Mikaelle Assani

Personal information
- Born: 18 August 2002 (age 24)

Sport
- Country: Germany
- Sport: Athletics
- Event: Long jump

Achievements and titles
- Personal bests: Long jump: 6.91m (Weinheim, 2023)

Medal record
Women's athletics
Representing Germany
European U20 Championships
| Bronze medal – third place | Tallinn 2021 | Long jump |

= Mikaelle Assani =

German athlete (born 2002)

Mikaelle Assani (born 18 August 2002) is a German track and field athlete who competes in the long jump.

==Early and personal life==
From Pforzheim, Germany, to a Cameroonian mother. A Christian, she has suffered injuries due to a genetic condition known as flat feet. She is an LG Region Karlsruhe athlete and attended the University of Nebraska–Lincoln in 2021. She later transferred to study bioengineering at Karlsruhe Institute of Technology.

==Career==
She competed for Germany for the first time at the 15th European Youth Olympic Festival in Baku in 2019.

In 2020, Assani won the gold at the German U20 Indoor Championships before an injury ruled her out of the rest of the year. In 2021, she won the gold at the German U20 Championships and was a bronze medalist at the U20 European Championships in Tallinn, finishing a centimetre ahead of compatriot Laura Raquel Müller. She also won the silver at the German U23 Championships and finished fourth at the senior German Championships. She was the world's best female U20 athlete in 2021 with a distance of 6.64m.

In June 2022, Mikaelle Assani won the bronze at the German Championships in Berlin, She also competed for Germany at the European Athletics Championships in Munich in August 2022, and was the youngest German athlete in the squad.

In February 2023, she set a new personal best distance of 6.70 metres in Dortmund, and came third at the German Indoor Championships. She competed in Istanbul at the European Athletics Indoor Championships in March 2023.

On 27 May 2023, she jumped a new personal best distance of 6.91m in Weinheim. Assani competed at the 2023 World Athletics Championships in Budapest.

In February 2024, she finished runner-up at the German indoor championships equalling her personal best jump of 6.91 metres. She was subsequently selected for the 2024 World Athletics Indoor Championships in Glasgow in which she finished in fourth place with a jump of 6.77 metres.
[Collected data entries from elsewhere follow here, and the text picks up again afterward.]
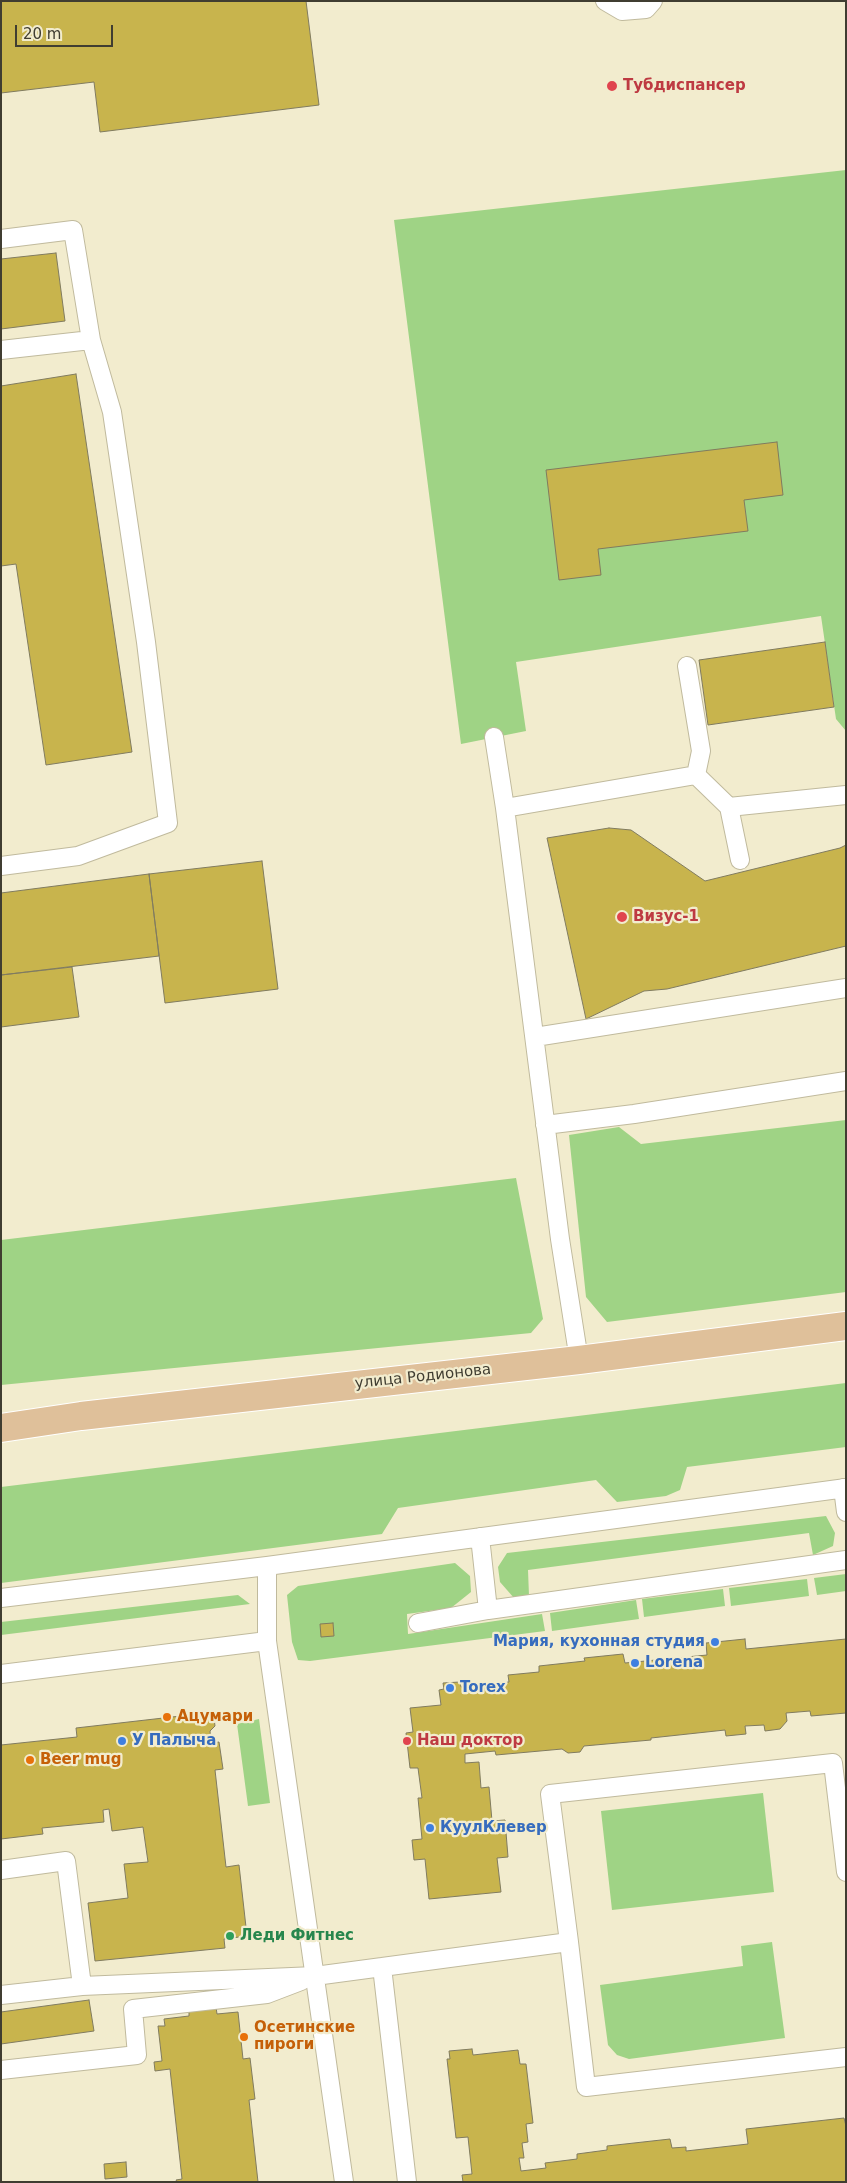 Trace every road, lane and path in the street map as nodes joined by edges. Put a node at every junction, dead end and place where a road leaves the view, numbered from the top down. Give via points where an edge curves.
1 (605, 1) edge
2 (653, 1) edge
3 (1, 239) edge
4 (91, 340) junction
5 (1, 350) edge
6 (687, 666) dead end
7 (494, 737) dead end
8 (696, 775) junction
9 (846, 795) edge
10 (730, 807) junction
11 (506, 808) junction
12 (740, 860) dead end
13 (1, 866) edge
14 (846, 988) edge
15 (535, 1037) junction
16 (846, 1080) edge
17 (545, 1125) junction
18 (846, 1326) edge
19 (579, 1360) junction
20 (1, 1428) edge
21 (845, 1488) edge
22 (846, 1512) edge
23 (480, 1537) junction
24 (846, 1560) edge
25 (267, 1566) junction
26 (1, 1598) edge
27 (488, 1610) junction
28 (418, 1623) dead end
29 (267, 1641) junction
30 (1, 1674) edge
31 (1, 1870) edge
32 (846, 1872) edge
33 (569, 1942) junction
34 (382, 1967) junction
35 (315, 1976) junction
36 (82, 1986) junction
37 (1, 1995) edge
38 (846, 2056) edge
39 (1, 2070) edge
40 (344, 2182) edge
41 (407, 2182) edge

1 - 2 lane via 622,11 646,9
3 - 4 lane via 73,230
4 - 5 lane
4 - 13 lane via 112,412 146,642 168,823 78,856
6 - 8 lane via 701,751
7 - 11 lane
8 - 10 lane
8 - 11 lane
9 - 10 lane
10 - 12 lane
11 - 15 lane
14 - 15 lane
15 - 17 lane
16 - 17 lane
17 - 19 lane
18 - 19 main road, улица Родионова
19 - 20 main road, улица Родионова via 81,1416
21 - 22 lane
21 - 23 lane
23 - 25 lane
23 - 27 lane
24 - 27 lane
25 - 26 lane
25 - 29 lane
27 - 28 lane
29 - 30 lane
29 - 35 lane
31 - 36 lane via 66,1861
32 - 33 lane via 833,1763 550,1794
33 - 34 lane
33 - 38 lane via 586,2087
34 - 35 lane
34 - 41 lane
35 - 36 lane
35 - 39 lane via 266,1994 133,2009 137,2055
35 - 40 lane
36 - 37 lane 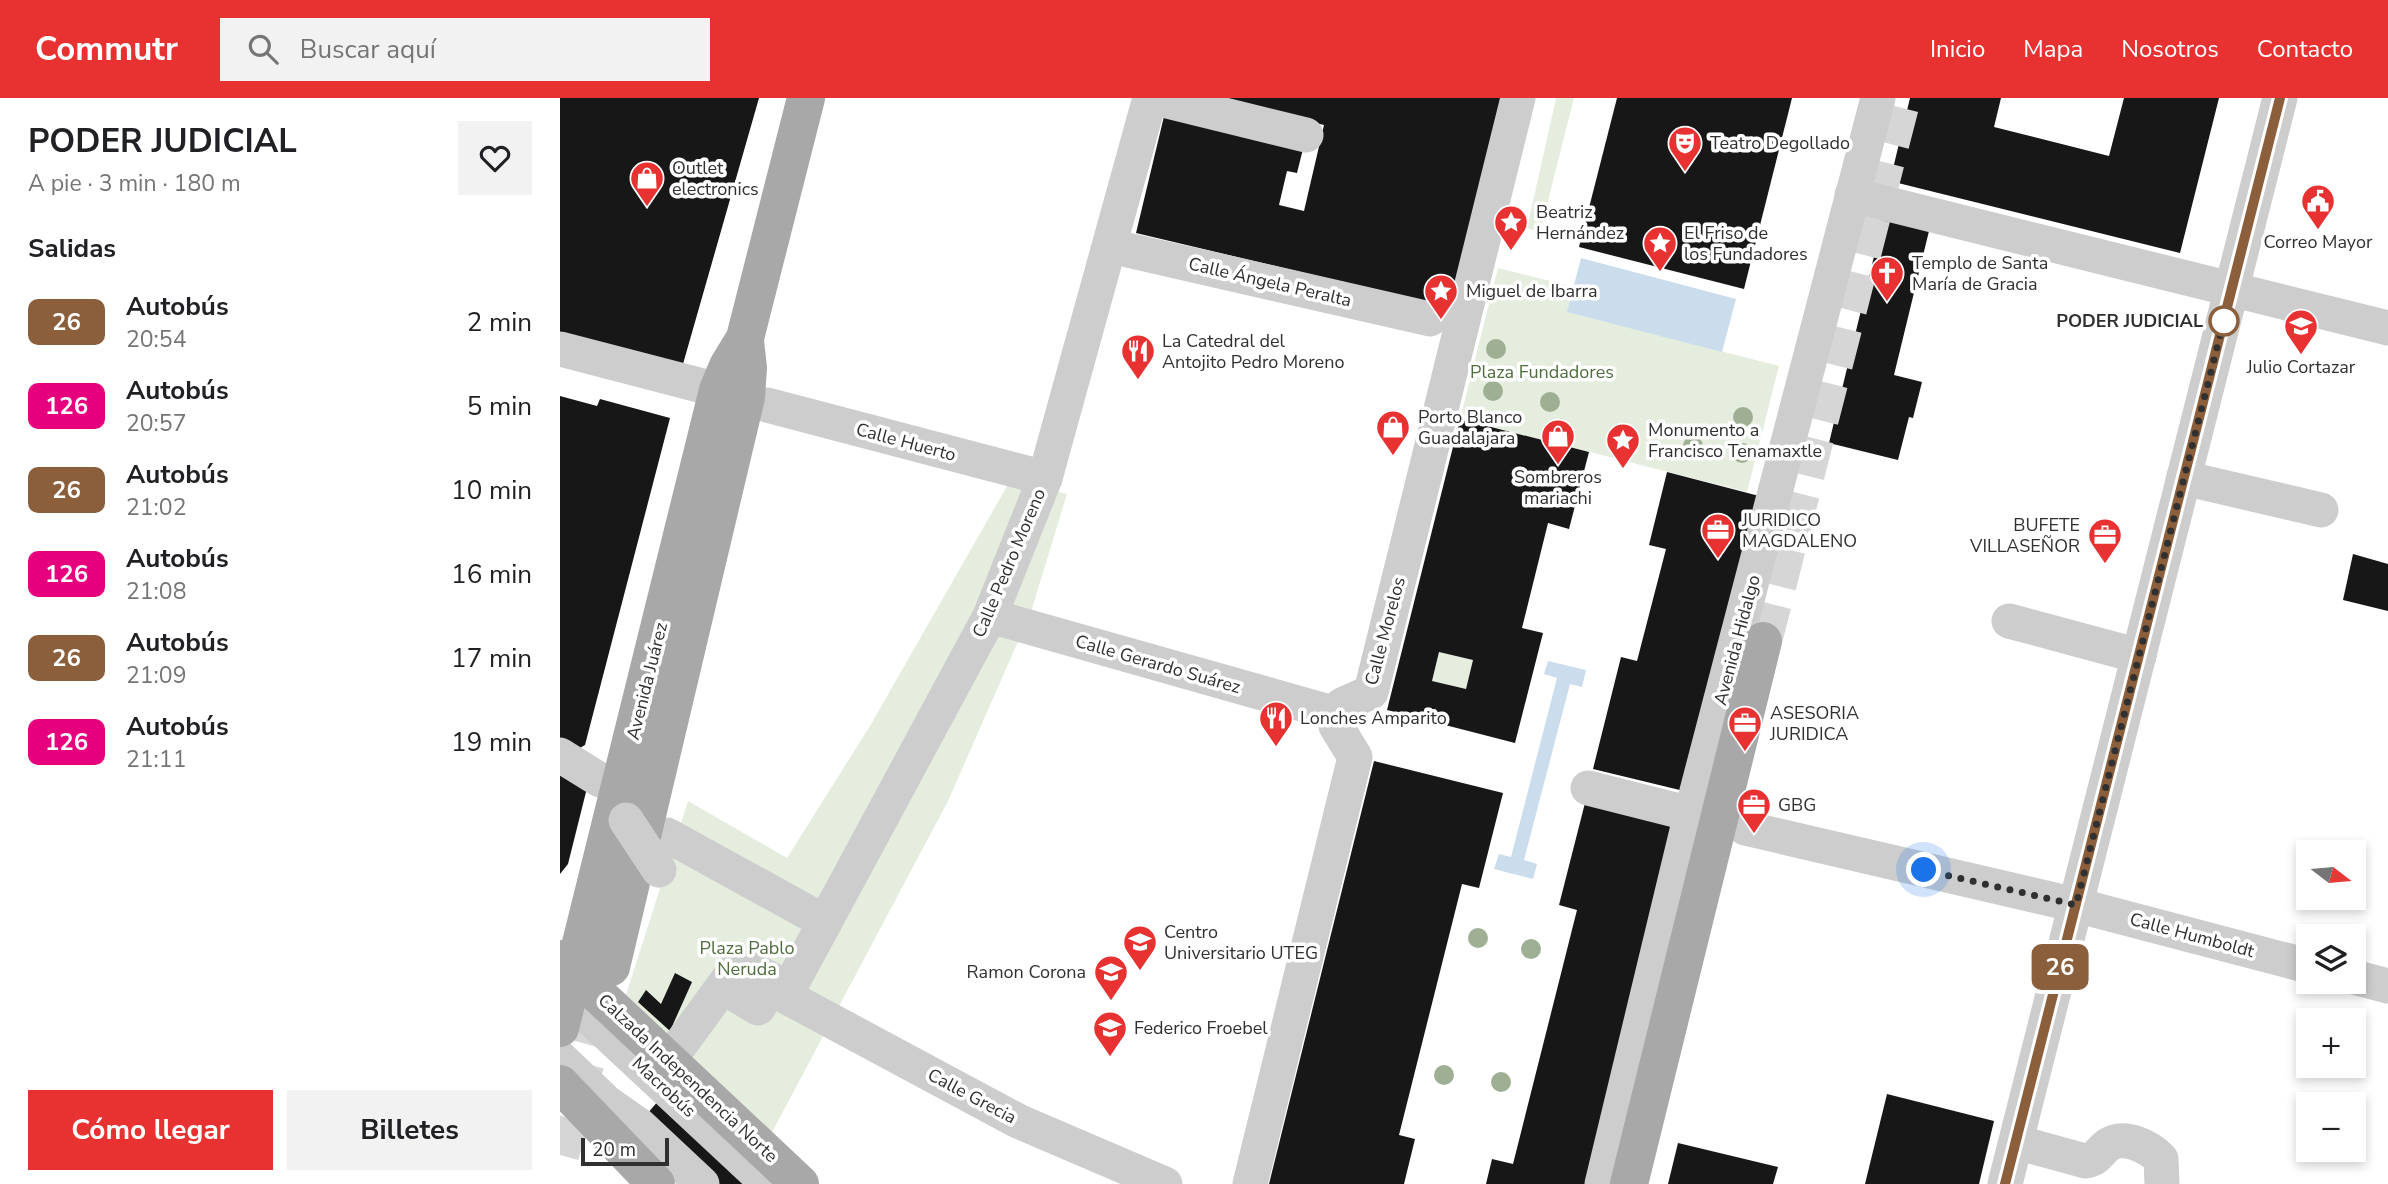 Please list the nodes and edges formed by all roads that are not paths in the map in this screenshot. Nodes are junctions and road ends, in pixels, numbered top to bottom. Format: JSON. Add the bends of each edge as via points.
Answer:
{"nodes":[{"id":1,"x":806,"y":98,"type":"edge"},
{"id":2,"x":1152,"y":98,"type":"edge"},
{"id":3,"x":1518,"y":98,"type":"edge"},
{"id":4,"x":1538,"y":98,"type":"edge"},
{"id":5,"x":1862,"y":98,"type":"edge"},
{"id":6,"x":1878,"y":98,"type":"edge"},
{"id":7,"x":2280,"y":98,"type":"edge"},
{"id":8,"x":1306,"y":135,"type":"dead end"},
{"id":9,"x":1866,"y":143,"type":"junction"},
{"id":10,"x":1852,"y":195,"type":"junction"},
{"id":11,"x":1508,"y":217,"type":"dead end"},
{"id":12,"x":1110,"y":246,"type":"junction"},
{"id":13,"x":2232,"y":290,"type":"junction"},
{"id":14,"x":1430,"y":319,"type":"dead end"},
{"id":15,"x":2388,"y":328,"type":"edge"},
{"id":16,"x":745,"y":338,"type":"junction"},
{"id":17,"x":560,"y":349,"type":"edge"},
{"id":18,"x":718,"y":390,"type":"junction"},
{"id":19,"x":767,"y":405,"type":"dead end"},
{"id":20,"x":2184,"y":476,"type":"junction"},
{"id":21,"x":1045,"y":478,"type":"junction"},
{"id":22,"x":2321,"y":510,"type":"dead end"},
{"id":23,"x":990,"y":616,"type":"junction"},
{"id":24,"x":2009,"y":621,"type":"dead end"},
{"id":25,"x":1763,"y":641,"type":"tunnel mouth"},
{"id":26,"x":2139,"y":656,"type":"junction"},
{"id":27,"x":1326,"y":711,"type":"dead end"},
{"id":28,"x":560,"y":755,"type":"edge"},
{"id":29,"x":600,"y":780,"type":"dead end"},
{"id":30,"x":1588,"y":788,"type":"dead end"},
{"id":31,"x":1691,"y":814,"type":"junction"},
{"id":32,"x":626,"y":820,"type":"dead end"},
{"id":33,"x":1745,"y":828,"type":"dead end"},
{"id":34,"x":667,"y":835,"type":"dead end"},
{"id":35,"x":659,"y":870,"type":"dead end"},
{"id":36,"x":2076,"y":905,"type":"junction"},
{"id":37,"x":825,"y":922,"type":"junction"},
{"id":38,"x":2296,"y":962,"type":"edge"},
{"id":39,"x":2366,"y":980,"type":"edge"},
{"id":40,"x":572,"y":986,"type":"edge"},
{"id":41,"x":2388,"y":986,"type":"edge"},
{"id":42,"x":720,"y":990,"type":"dead end"},
{"id":43,"x":785,"y":996,"type":"joint"},
{"id":44,"x":1674,"y":1005,"type":"junction"},
{"id":45,"x":560,"y":1058,"type":"edge"},
{"id":46,"x":682,"y":1073,"type":"junction"},
{"id":47,"x":560,"y":1084,"type":"edge"},
{"id":48,"x":2016,"y":1142,"type":"junction"},
{"id":49,"x":656,"y":1184,"type":"edge"},
{"id":50,"x":702,"y":1184,"type":"edge"},
{"id":51,"x":768,"y":1184,"type":"edge"},
{"id":52,"x":800,"y":1184,"type":"edge"},
{"id":53,"x":1165,"y":1184,"type":"edge"},
{"id":54,"x":1250,"y":1184,"type":"edge"},
{"id":55,"x":1602,"y":1184,"type":"edge"},
{"id":56,"x":1629,"y":1184,"type":"edge"},
{"id":57,"x":1646,"y":1184,"type":"edge"},
{"id":58,"x":2005,"y":1184,"type":"edge"},
{"id":59,"x":2162,"y":1184,"type":"edge"}],
"edges":[{"from":1,"to":16,"type":"main road","name":"Avenida Juárez"},
{"from":2,"to":8,"type":"street"},
{"from":2,"to":12,"type":"street","name":"Calle Pedro Moreno"},
{"from":3,"to":54,"type":"street","name":"Calle Morelos","via":[[1371,692],[1342,705],[1336,726],[1355,757]]},
{"from":4,"to":11,"type":"street"},
{"from":5,"to":9,"type":"street","via":[[1856,117]]},
{"from":6,"to":9,"type":"street","name":"Avenida Hidalgo"},
{"from":7,"to":13,"type":"street"},
{"from":9,"to":10,"type":"street","name":"Avenida Hidalgo"},
{"from":10,"to":13,"type":"street"},
{"from":10,"to":31,"type":"street","name":"Avenida Hidalgo"},
{"from":12,"to":14,"type":"street","name":"Calle Ángela Peralta"},
{"from":12,"to":21,"type":"street","name":"Calle Pedro Moreno"},
{"from":13,"to":15,"type":"street"},
{"from":13,"to":20,"type":"street"},
{"from":16,"to":18,"type":"main road","name":"Avenida Juárez"},
{"from":16,"to":40,"type":"main road","name":"Avenida Juárez","via":[[746,397]]},
{"from":17,"to":18,"type":"street"},
{"from":18,"to":40,"type":"main road","name":"Avenida Juárez"},
{"from":19,"to":21,"type":"street","name":"Calle Huerto"},
{"from":20,"to":22,"type":"street"},
{"from":20,"to":26,"type":"street"},
{"from":21,"to":23,"type":"street","name":"Calle Pedro Moreno"},
{"from":23,"to":27,"type":"street","name":"Calle Gerardo Suárez"},
{"from":23,"to":37,"type":"street","name":"Calle Pedro Moreno"},
{"from":24,"to":26,"type":"street"},
{"from":25,"to":44,"type":"main road","name":"Avenida Hidalgo"},
{"from":26,"to":36,"type":"street"},
{"from":28,"to":29,"type":"street"},
{"from":30,"to":31,"type":"street"},
{"from":31,"to":55,"type":"street","name":"Avenida Hidalgo"},
{"from":32,"to":35,"type":"street","bridge":true},
{"from":33,"to":36,"type":"street","name":"Calle Humboldt"},
{"from":34,"to":37,"type":"street"},
{"from":36,"to":38,"type":"street","name":"Calle Humboldt"},
{"from":36,"to":48,"type":"street"},
{"from":37,"to":43,"type":"street","name":"Calle Pedro Moreno"},
{"from":39,"to":41,"type":"street"},
{"from":40,"to":46,"type":"main road","name":"Calzada Independencia Norte"},
{"from":40,"to":51,"type":"street","name":"Macrobús"},
{"from":42,"to":46,"type":"street"},
{"from":43,"to":53,"type":"street","name":"Calle Grecia","via":[[1018,1121]]},
{"from":44,"to":56,"type":"main road","name":"Avenida Hidalgo"},
{"from":44,"to":57,"type":"main road"},
{"from":45,"to":50,"type":"street"},
{"from":46,"to":52,"type":"main road","name":"Calzada Independencia Norte"},
{"from":47,"to":49,"type":"main road"},
{"from":48,"to":58,"type":"street"},
{"from":48,"to":59,"type":"street","via":[[2085,1161],[2122,1141],[2151,1148],[2161,1159]]}]}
In May 2024, she was selected for the 2024 European Athletics Championships in Rome. She finished in 4th place with a jump of 6.91 metres.

At the 2024 Summer Olympics she participated in the Women's long jump event, jumping 6.24 metres.

While competing at the European Indoor Championship 2025 in Apeldoorn (Netherlands) Women´s long jump event, she sustained a serios injury (partial and complete tears of the hamstring tendon) of the leaving her out of training for months.

Returning from a prolonoged injury break, she unexpectedly took gold in the long jump at the German Championships with 6.67m. In August 2026, she competed at the 2026 European Athletics Championships in Birmingham, England.